There are many great Australians, past and present who have shaped our views of Australia. But for me, the voice of Old Man remains the most insightful and dignified measure of what makes the land so vital. He understood what country means and how important it is to sustain our tradition. Big Bill spoke for the Earth. Ma, Bor Bor. — Senator Nova Peris OAM
One of Bill Neidjie’s legacies is the creation of the world-heritage listed Kakadu National Park, now a resource for all. Old Man’s story is another. Neidjie broke with tradition and committed his knowledge to book form where his words are complemented by Lang’s beautiful landscape photos. It is a powerful contribution to the history of northern Australia, told by an iconic figure.
As the last remaining speaker of the Gagudju language, Bill Neidjie recorded aspects of his life for younger Gagadju, to help them look after their country and remember its stories — and for non-Aboriginal people.

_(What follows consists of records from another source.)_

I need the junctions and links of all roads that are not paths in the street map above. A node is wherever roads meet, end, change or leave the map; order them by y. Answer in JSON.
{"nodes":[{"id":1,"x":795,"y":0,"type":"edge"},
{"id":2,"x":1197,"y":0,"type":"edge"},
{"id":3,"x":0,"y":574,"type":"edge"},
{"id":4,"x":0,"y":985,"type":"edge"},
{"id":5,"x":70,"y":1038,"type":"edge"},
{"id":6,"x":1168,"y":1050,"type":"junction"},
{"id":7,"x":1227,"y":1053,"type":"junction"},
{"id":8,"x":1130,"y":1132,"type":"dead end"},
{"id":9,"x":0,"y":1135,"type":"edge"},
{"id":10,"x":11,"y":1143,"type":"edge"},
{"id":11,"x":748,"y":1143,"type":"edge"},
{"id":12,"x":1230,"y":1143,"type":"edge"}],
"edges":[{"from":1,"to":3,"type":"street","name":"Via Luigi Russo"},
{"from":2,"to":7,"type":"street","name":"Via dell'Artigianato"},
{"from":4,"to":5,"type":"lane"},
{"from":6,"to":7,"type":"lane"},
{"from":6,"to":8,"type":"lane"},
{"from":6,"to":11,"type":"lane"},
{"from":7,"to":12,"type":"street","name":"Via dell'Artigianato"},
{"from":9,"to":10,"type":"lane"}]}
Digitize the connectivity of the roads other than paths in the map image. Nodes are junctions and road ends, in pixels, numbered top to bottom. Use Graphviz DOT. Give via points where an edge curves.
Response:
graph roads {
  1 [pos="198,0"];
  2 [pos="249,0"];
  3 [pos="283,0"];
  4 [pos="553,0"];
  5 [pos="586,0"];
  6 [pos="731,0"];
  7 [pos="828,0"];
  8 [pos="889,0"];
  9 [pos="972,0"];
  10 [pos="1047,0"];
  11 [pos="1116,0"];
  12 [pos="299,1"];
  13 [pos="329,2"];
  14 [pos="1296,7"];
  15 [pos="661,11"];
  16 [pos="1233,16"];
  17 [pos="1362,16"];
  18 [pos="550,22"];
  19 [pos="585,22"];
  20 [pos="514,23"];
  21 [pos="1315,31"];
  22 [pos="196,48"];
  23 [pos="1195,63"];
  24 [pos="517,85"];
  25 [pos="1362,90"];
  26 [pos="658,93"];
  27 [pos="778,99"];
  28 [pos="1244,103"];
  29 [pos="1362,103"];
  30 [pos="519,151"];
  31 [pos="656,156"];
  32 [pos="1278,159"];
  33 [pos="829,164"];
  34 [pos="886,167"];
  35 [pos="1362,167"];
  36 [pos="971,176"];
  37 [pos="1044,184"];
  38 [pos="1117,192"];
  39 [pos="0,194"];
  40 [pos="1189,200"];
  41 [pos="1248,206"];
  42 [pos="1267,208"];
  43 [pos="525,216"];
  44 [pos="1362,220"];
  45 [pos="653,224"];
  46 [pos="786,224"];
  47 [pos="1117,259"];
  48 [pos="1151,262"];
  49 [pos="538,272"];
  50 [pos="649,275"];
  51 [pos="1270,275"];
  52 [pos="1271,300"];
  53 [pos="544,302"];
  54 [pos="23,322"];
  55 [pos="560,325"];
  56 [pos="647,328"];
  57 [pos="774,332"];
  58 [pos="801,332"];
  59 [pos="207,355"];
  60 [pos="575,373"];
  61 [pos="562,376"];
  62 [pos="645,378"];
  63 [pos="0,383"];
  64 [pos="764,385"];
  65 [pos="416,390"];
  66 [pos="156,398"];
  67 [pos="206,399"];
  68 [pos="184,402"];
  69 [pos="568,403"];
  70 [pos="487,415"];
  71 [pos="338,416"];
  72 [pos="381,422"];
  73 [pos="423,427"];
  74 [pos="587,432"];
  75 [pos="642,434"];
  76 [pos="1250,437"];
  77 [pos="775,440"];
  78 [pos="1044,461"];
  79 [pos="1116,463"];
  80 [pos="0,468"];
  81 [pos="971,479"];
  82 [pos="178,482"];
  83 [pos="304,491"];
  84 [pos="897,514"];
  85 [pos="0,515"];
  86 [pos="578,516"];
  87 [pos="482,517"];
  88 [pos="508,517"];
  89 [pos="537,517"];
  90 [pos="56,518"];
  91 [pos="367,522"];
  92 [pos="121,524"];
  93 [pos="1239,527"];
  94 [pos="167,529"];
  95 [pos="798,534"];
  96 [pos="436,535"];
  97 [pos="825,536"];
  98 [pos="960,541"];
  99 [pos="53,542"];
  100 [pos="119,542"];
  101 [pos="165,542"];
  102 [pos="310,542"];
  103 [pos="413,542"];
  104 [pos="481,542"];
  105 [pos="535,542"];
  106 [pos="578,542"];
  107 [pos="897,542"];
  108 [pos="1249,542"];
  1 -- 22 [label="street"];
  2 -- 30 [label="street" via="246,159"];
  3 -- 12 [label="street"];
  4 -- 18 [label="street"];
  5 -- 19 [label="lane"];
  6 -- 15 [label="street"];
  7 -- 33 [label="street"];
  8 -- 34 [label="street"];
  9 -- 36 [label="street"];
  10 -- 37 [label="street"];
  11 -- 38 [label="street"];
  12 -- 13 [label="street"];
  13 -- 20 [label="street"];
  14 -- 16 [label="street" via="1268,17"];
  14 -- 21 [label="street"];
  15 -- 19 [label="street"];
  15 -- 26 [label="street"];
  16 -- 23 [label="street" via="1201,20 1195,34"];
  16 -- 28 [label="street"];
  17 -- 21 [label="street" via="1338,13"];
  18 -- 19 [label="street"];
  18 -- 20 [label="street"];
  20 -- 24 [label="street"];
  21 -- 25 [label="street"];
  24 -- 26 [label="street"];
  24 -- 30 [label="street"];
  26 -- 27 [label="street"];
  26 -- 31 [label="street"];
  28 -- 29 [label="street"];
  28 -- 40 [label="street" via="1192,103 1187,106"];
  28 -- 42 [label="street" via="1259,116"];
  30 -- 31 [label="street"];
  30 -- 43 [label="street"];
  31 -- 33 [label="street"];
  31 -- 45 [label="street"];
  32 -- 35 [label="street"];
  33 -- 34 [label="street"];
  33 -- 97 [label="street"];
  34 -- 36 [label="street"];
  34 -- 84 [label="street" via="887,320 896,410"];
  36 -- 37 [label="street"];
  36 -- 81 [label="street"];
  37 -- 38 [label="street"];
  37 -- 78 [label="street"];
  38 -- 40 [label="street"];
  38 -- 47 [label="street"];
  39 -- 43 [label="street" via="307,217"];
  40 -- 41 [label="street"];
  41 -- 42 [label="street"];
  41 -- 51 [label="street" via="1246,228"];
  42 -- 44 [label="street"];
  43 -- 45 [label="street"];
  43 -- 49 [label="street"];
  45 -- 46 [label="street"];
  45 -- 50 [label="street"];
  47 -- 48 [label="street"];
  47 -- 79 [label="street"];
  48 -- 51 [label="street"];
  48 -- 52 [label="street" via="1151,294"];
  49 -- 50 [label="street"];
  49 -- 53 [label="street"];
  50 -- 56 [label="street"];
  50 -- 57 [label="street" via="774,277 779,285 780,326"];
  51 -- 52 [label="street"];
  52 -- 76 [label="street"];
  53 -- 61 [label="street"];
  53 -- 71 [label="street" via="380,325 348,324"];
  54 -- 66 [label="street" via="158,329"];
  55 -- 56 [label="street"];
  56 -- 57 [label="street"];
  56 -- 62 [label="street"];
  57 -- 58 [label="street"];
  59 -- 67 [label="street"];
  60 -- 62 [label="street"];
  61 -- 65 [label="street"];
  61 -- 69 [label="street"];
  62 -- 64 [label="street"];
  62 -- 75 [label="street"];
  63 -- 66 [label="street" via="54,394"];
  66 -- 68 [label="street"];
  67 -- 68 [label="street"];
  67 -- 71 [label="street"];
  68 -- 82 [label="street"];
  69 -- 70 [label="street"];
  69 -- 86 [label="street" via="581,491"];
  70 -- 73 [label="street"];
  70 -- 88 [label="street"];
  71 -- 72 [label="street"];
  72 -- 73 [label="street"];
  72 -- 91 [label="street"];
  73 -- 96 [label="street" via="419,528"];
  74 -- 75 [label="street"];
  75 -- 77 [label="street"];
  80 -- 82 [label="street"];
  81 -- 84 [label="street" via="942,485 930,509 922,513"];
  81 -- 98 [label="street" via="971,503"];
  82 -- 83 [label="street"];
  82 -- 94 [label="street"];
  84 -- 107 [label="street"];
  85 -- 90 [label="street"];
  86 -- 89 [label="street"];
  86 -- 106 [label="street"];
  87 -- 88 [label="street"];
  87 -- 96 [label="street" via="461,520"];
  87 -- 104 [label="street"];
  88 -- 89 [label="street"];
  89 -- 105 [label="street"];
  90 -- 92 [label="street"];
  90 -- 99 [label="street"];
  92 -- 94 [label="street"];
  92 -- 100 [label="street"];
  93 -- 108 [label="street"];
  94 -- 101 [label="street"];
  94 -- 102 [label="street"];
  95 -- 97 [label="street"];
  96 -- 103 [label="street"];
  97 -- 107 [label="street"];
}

This beautifully nuanced, impressionistic account allows Neidjie to gently emphasise his passion for the land, the significance of traditional practices and the hope that his culture would flourish and be passed on. Shaped by the seasons, Old Man’s story provides readers with insights into the annual transformations of landscape so integral to his story.
Bill Neidjie is perhaps best known for being central to the establishment of the world-heritage listed Kakadu National Park: now a resource for all. Old Man’s story is his third book. For thirty-five years Mark Lang has used his panoramic camera to record the varied extremes across Australia. On his travels he met Big Bill Neidjie. For over two years Mark worked with Old Man Bill, recording his story and photographing his country. This book is the result of the time that they spent together.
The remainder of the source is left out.